### Work required
All entries below must be output word for word, and the pictures left behind.

### Information supplied
· · ·

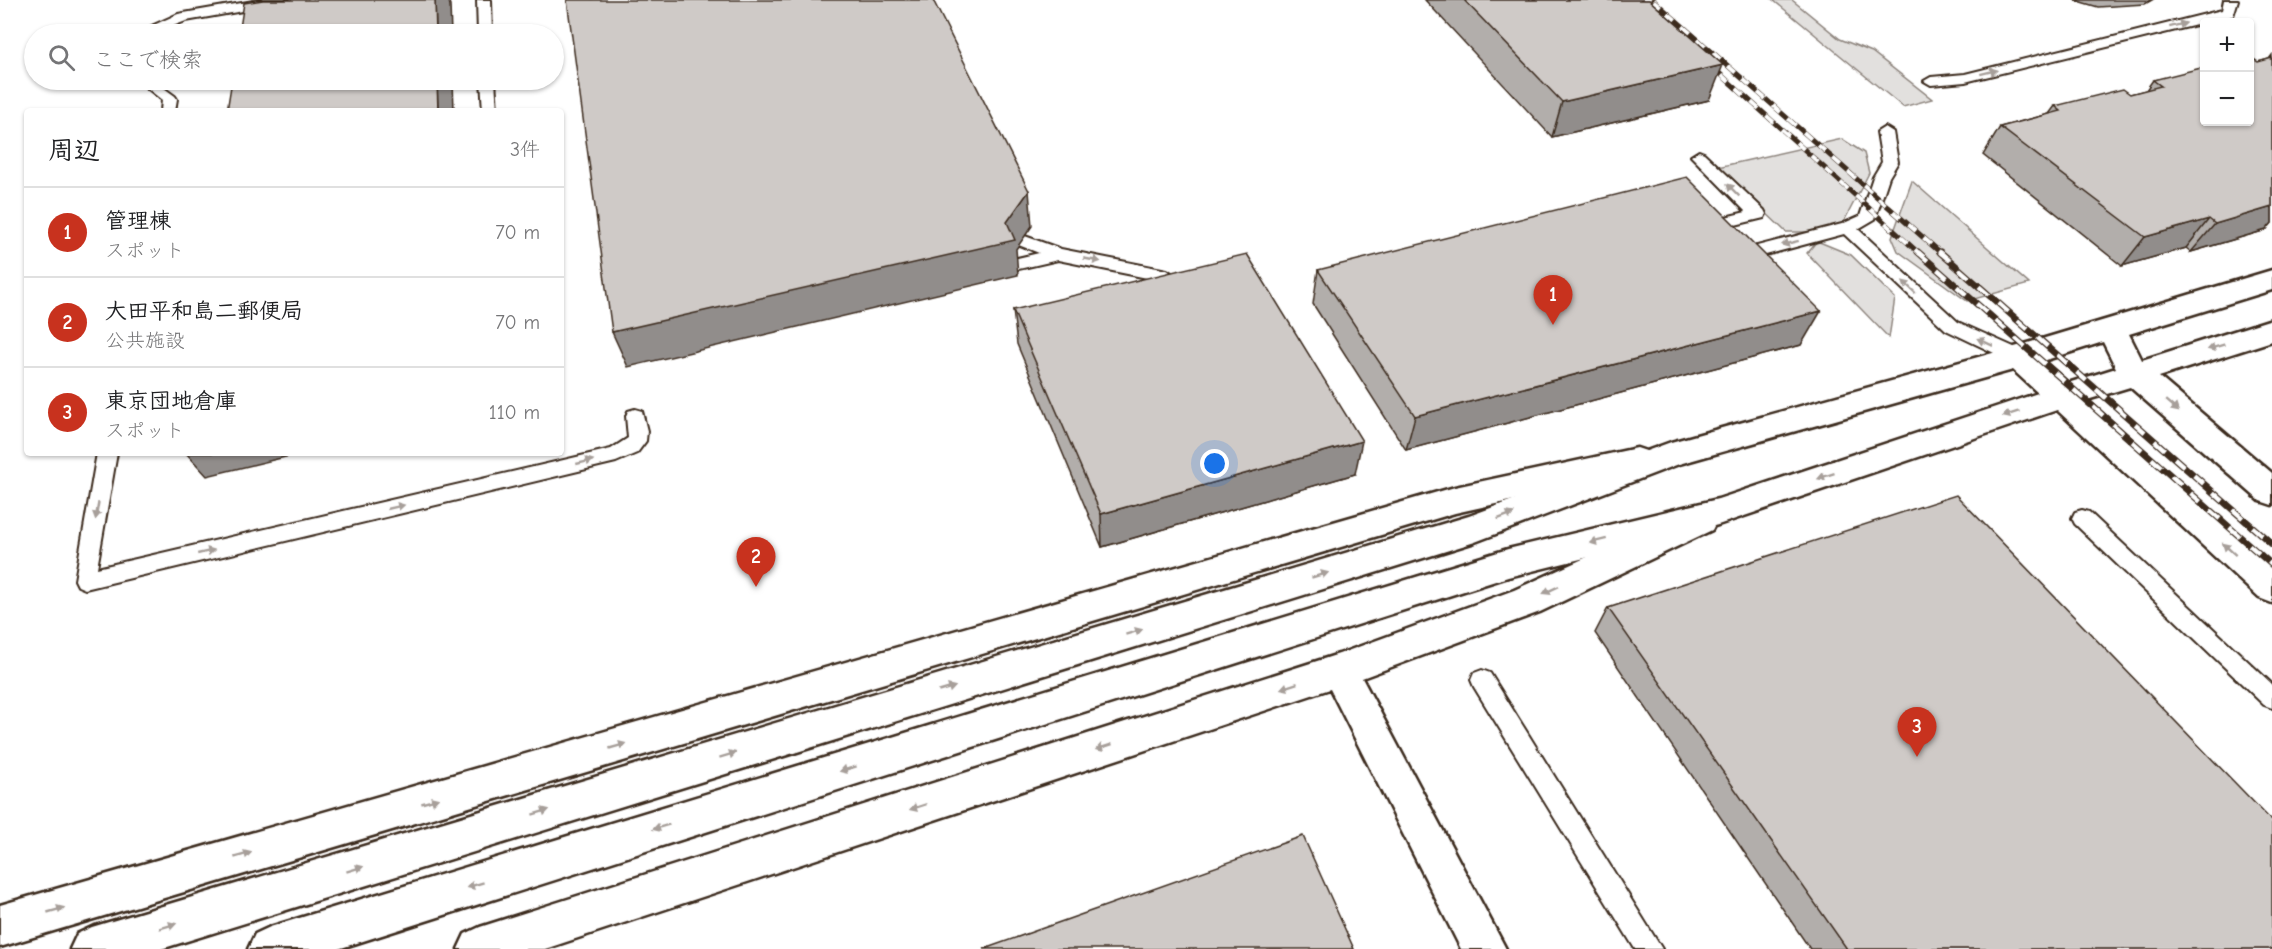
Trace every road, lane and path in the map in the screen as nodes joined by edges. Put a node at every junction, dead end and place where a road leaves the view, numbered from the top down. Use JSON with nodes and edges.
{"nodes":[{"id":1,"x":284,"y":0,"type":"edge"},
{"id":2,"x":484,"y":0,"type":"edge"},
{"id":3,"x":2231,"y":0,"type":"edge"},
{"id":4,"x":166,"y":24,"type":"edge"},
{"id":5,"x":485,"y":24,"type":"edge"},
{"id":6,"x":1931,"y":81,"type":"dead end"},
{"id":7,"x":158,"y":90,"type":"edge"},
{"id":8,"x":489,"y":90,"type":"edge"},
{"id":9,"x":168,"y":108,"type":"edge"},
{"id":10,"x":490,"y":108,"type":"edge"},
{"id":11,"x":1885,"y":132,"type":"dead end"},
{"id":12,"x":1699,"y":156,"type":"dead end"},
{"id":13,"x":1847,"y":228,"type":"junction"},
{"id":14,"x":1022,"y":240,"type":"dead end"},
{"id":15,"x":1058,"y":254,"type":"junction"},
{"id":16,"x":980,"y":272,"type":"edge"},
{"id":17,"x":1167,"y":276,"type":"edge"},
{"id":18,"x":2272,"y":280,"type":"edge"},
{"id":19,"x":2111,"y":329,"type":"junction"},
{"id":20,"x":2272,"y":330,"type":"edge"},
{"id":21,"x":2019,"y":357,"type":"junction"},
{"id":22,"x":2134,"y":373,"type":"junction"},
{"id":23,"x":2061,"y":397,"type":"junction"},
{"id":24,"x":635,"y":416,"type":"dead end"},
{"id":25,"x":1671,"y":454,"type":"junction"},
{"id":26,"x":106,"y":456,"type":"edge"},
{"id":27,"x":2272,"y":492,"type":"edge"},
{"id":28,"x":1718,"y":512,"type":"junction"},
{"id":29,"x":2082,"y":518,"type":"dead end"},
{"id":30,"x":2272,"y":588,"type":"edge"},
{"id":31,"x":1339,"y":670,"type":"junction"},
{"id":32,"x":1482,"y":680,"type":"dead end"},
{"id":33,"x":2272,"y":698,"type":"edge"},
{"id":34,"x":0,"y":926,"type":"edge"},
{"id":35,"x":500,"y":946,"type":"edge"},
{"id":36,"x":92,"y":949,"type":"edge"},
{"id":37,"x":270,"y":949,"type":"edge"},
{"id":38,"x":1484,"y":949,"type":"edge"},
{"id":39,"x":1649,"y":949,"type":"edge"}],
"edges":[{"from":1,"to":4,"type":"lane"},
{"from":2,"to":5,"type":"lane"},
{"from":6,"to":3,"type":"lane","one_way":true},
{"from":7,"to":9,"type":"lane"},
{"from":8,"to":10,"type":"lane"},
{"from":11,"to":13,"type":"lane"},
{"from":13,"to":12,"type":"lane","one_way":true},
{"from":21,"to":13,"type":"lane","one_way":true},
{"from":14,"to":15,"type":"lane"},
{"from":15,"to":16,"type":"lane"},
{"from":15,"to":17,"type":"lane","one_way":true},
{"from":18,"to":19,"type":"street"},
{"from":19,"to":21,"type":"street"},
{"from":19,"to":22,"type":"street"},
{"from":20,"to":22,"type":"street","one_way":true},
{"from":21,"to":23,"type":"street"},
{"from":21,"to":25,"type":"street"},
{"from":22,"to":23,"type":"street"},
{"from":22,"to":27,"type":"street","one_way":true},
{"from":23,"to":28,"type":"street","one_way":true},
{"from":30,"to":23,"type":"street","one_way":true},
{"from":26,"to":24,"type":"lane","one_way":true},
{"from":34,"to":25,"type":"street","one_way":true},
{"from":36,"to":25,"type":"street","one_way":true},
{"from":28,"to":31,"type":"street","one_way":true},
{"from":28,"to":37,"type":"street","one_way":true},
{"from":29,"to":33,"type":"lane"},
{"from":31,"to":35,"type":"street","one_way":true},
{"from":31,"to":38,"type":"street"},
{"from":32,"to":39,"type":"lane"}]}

· · ·

### Answer to the problem
Trace every road, lane and path in the map in the screen as nodes joined by edges. Put a node at every junction, dead end and place where a road leaves the view, numbered from the top down. Use JSON with nodes and edges.
{"nodes":[{"id":1,"x":284,"y":0,"type":"edge"},
{"id":2,"x":484,"y":0,"type":"edge"},
{"id":3,"x":2231,"y":0,"type":"edge"},
{"id":4,"x":166,"y":24,"type":"edge"},
{"id":5,"x":485,"y":24,"type":"edge"},
{"id":6,"x":1931,"y":81,"type":"dead end"},
{"id":7,"x":158,"y":90,"type":"edge"},
{"id":8,"x":489,"y":90,"type":"edge"},
{"id":9,"x":168,"y":108,"type":"edge"},
{"id":10,"x":490,"y":108,"type":"edge"},
{"id":11,"x":1885,"y":132,"type":"dead end"},
{"id":12,"x":1699,"y":156,"type":"dead end"},
{"id":13,"x":1847,"y":228,"type":"junction"},
{"id":14,"x":1022,"y":240,"type":"dead end"},
{"id":15,"x":1058,"y":254,"type":"junction"},
{"id":16,"x":980,"y":272,"type":"edge"},
{"id":17,"x":1167,"y":276,"type":"edge"},
{"id":18,"x":2272,"y":280,"type":"edge"},
{"id":19,"x":2111,"y":329,"type":"junction"},
{"id":20,"x":2272,"y":330,"type":"edge"},
{"id":21,"x":2019,"y":357,"type":"junction"},
{"id":22,"x":2134,"y":373,"type":"junction"},
{"id":23,"x":2061,"y":397,"type":"junction"},
{"id":24,"x":635,"y":416,"type":"dead end"},
{"id":25,"x":1671,"y":454,"type":"junction"},
{"id":26,"x":106,"y":456,"type":"edge"},
{"id":27,"x":2272,"y":492,"type":"edge"},
{"id":28,"x":1718,"y":512,"type":"junction"},
{"id":29,"x":2082,"y":518,"type":"dead end"},
{"id":30,"x":2272,"y":588,"type":"edge"},
{"id":31,"x":1339,"y":670,"type":"junction"},
{"id":32,"x":1482,"y":680,"type":"dead end"},
{"id":33,"x":2272,"y":698,"type":"edge"},
{"id":34,"x":0,"y":926,"type":"edge"},
{"id":35,"x":500,"y":946,"type":"edge"},
{"id":36,"x":92,"y":949,"type":"edge"},
{"id":37,"x":270,"y":949,"type":"edge"},
{"id":38,"x":1484,"y":949,"type":"edge"},
{"id":39,"x":1649,"y":949,"type":"edge"}],
"edges":[{"from":1,"to":4,"type":"lane"},
{"from":2,"to":5,"type":"lane"},
{"from":6,"to":3,"type":"lane","one_way":true},
{"from":7,"to":9,"type":"lane"},
{"from":8,"to":10,"type":"lane"},
{"from":11,"to":13,"type":"lane"},
{"from":13,"to":12,"type":"lane","one_way":true},
{"from":21,"to":13,"type":"lane","one_way":true},
{"from":14,"to":15,"type":"lane"},
{"from":15,"to":16,"type":"lane"},
{"from":15,"to":17,"type":"lane","one_way":true},
{"from":18,"to":19,"type":"street"},
{"from":19,"to":21,"type":"street"},
{"from":19,"to":22,"type":"street"},
{"from":20,"to":22,"type":"street","one_way":true},
{"from":21,"to":23,"type":"street"},
{"from":21,"to":25,"type":"street"},
{"from":22,"to":23,"type":"street"},
{"from":22,"to":27,"type":"street","one_way":true},
{"from":23,"to":28,"type":"street","one_way":true},
{"from":30,"to":23,"type":"street","one_way":true},
{"from":26,"to":24,"type":"lane","one_way":true},
{"from":34,"to":25,"type":"street","one_way":true},
{"from":36,"to":25,"type":"street","one_way":true},
{"from":28,"to":31,"type":"street","one_way":true},
{"from":28,"to":37,"type":"street","one_way":true},
{"from":29,"to":33,"type":"lane"},
{"from":31,"to":35,"type":"street","one_way":true},
{"from":31,"to":38,"type":"street"},
{"from":32,"to":39,"type":"lane"}]}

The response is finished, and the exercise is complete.